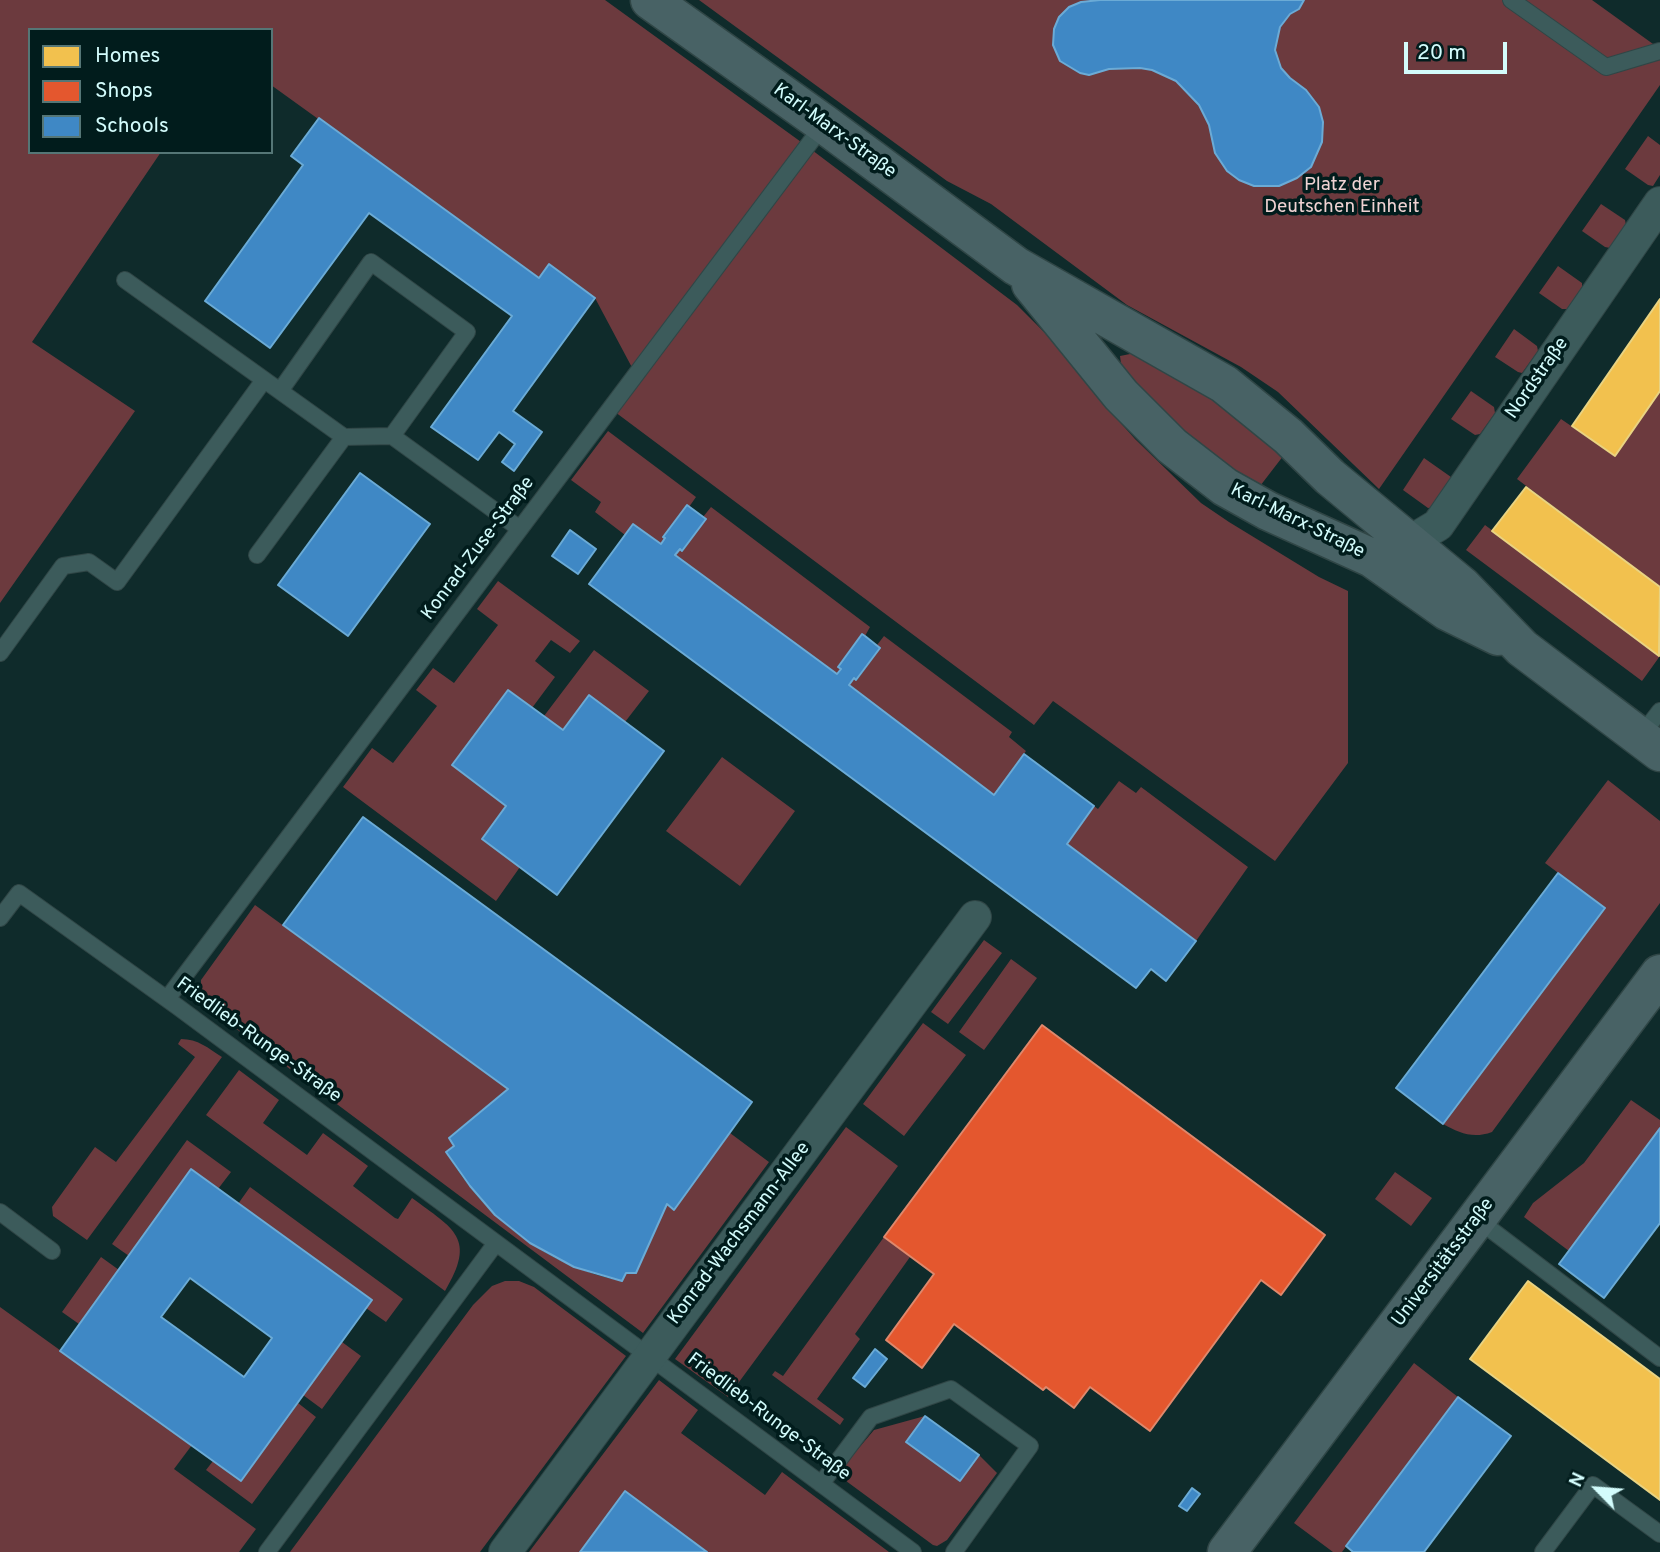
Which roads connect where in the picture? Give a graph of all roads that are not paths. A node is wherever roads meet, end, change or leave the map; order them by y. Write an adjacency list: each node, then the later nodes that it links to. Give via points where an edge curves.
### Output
1 (650, 0): 4 (street, Karl-Marx-Straße)
2 (1511, 0): 3 (lane, via 1606,68)
3 (1660, 51)
4 (824, 124): 6 (street, Karl-Marx-Straße); 12 (lane, Konrad-Zuse-Straße)
5 (1660, 203): 13 (street, Nordstraße, via 1438,525)
6 (1016, 266): 13 (street, Karl-Marx-Straße, via 1224,384); 15 (street, Karl-Marx-Straße, via 1121,395 1172,446 1225,487 1268,512 1372,558 1447,611)
7 (125, 280): 8 (lane)
8 (264, 380): 9 (lane); 16 (lane, via 117,582 89,562 63,566)
9 (280, 391): 10 (lane, via 371,262 467,332); 11 (lane)
10 (392, 436): 11 (lane); 12 (lane)
11 (344, 437): 14 (lane)
12 (520, 529): 21 (lane, Konrad-Zuse-Straße)
13 (1406, 540): 15 (street, Karl-Marx-Straße, via 1462,586)
14 (257, 555)
15 (1522, 648): 17 (street, Karl-Marx-Straße)
16 (0, 653)
17 (1653, 733)
18 (975, 917): 26 (street, Konrad-Wachsmann-Allee)
19 (0, 918): 21 (lane, Friedlieb-Runge-Straße, via 19,893)
20 (1660, 974): 23 (street, Universitätsstraße)
21 (167, 999): 24 (lane, Friedlieb-Runge-Straße)
22 (0, 1212): 25 (lane)
23 (1476, 1219): 27 (lane); 34 (street, Universitätsstraße)
24 (496, 1242): 26 (lane, Friedlieb-Runge-Straße); 30 (lane)
25 (52, 1251)
26 (650, 1355): 28 (lane, Friedlieb-Runge-Straße); 31 (street, Konrad-Wachsmann-Allee)
27 (1660, 1358)
28 (821, 1484): 32 (lane, Friedlieb-Runge-Straße); 33 (lane, via 872,1417 951,1389 1030,1446)
29 (1660, 1534): 35 (lane, via 1593,1485)
30 (267, 1552)
31 (505, 1552)
32 (913, 1552)
33 (954, 1552)
34 (1227, 1552)
35 (1544, 1552)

• TASK INSTRUCTIONS
Apart from the pictures, repeat every entry exactly.

• RESULT FOR THIS EXERCISE
Which roads connect where in the picture? Give a graph of all roads that are not paths. A node is wherever roads meet, end, change or leave the map; order them by y. Write an adjacency list: each node, then the later nodes that it links to. Give via points where an edge curves.
### Output
1 (650, 0): 4 (street, Karl-Marx-Straße)
2 (1511, 0): 3 (lane, via 1606,68)
3 (1660, 51)
4 (824, 124): 6 (street, Karl-Marx-Straße); 12 (lane, Konrad-Zuse-Straße)
5 (1660, 203): 13 (street, Nordstraße, via 1438,525)
6 (1016, 266): 13 (street, Karl-Marx-Straße, via 1224,384); 15 (street, Karl-Marx-Straße, via 1121,395 1172,446 1225,487 1268,512 1372,558 1447,611)
7 (125, 280): 8 (lane)
8 (264, 380): 9 (lane); 16 (lane, via 117,582 89,562 63,566)
9 (280, 391): 10 (lane, via 371,262 467,332); 11 (lane)
10 (392, 436): 11 (lane); 12 (lane)
11 (344, 437): 14 (lane)
12 (520, 529): 21 (lane, Konrad-Zuse-Straße)
13 (1406, 540): 15 (street, Karl-Marx-Straße, via 1462,586)
14 (257, 555)
15 (1522, 648): 17 (street, Karl-Marx-Straße)
16 (0, 653)
17 (1653, 733)
18 (975, 917): 26 (street, Konrad-Wachsmann-Allee)
19 (0, 918): 21 (lane, Friedlieb-Runge-Straße, via 19,893)
20 (1660, 974): 23 (street, Universitätsstraße)
21 (167, 999): 24 (lane, Friedlieb-Runge-Straße)
22 (0, 1212): 25 (lane)
23 (1476, 1219): 27 (lane); 34 (street, Universitätsstraße)
24 (496, 1242): 26 (lane, Friedlieb-Runge-Straße); 30 (lane)
25 (52, 1251)
26 (650, 1355): 28 (lane, Friedlieb-Runge-Straße); 31 (street, Konrad-Wachsmann-Allee)
27 (1660, 1358)
28 (821, 1484): 32 (lane, Friedlieb-Runge-Straße); 33 (lane, via 872,1417 951,1389 1030,1446)
29 (1660, 1534): 35 (lane, via 1593,1485)
30 (267, 1552)
31 (505, 1552)
32 (913, 1552)
33 (954, 1552)
34 (1227, 1552)
35 (1544, 1552)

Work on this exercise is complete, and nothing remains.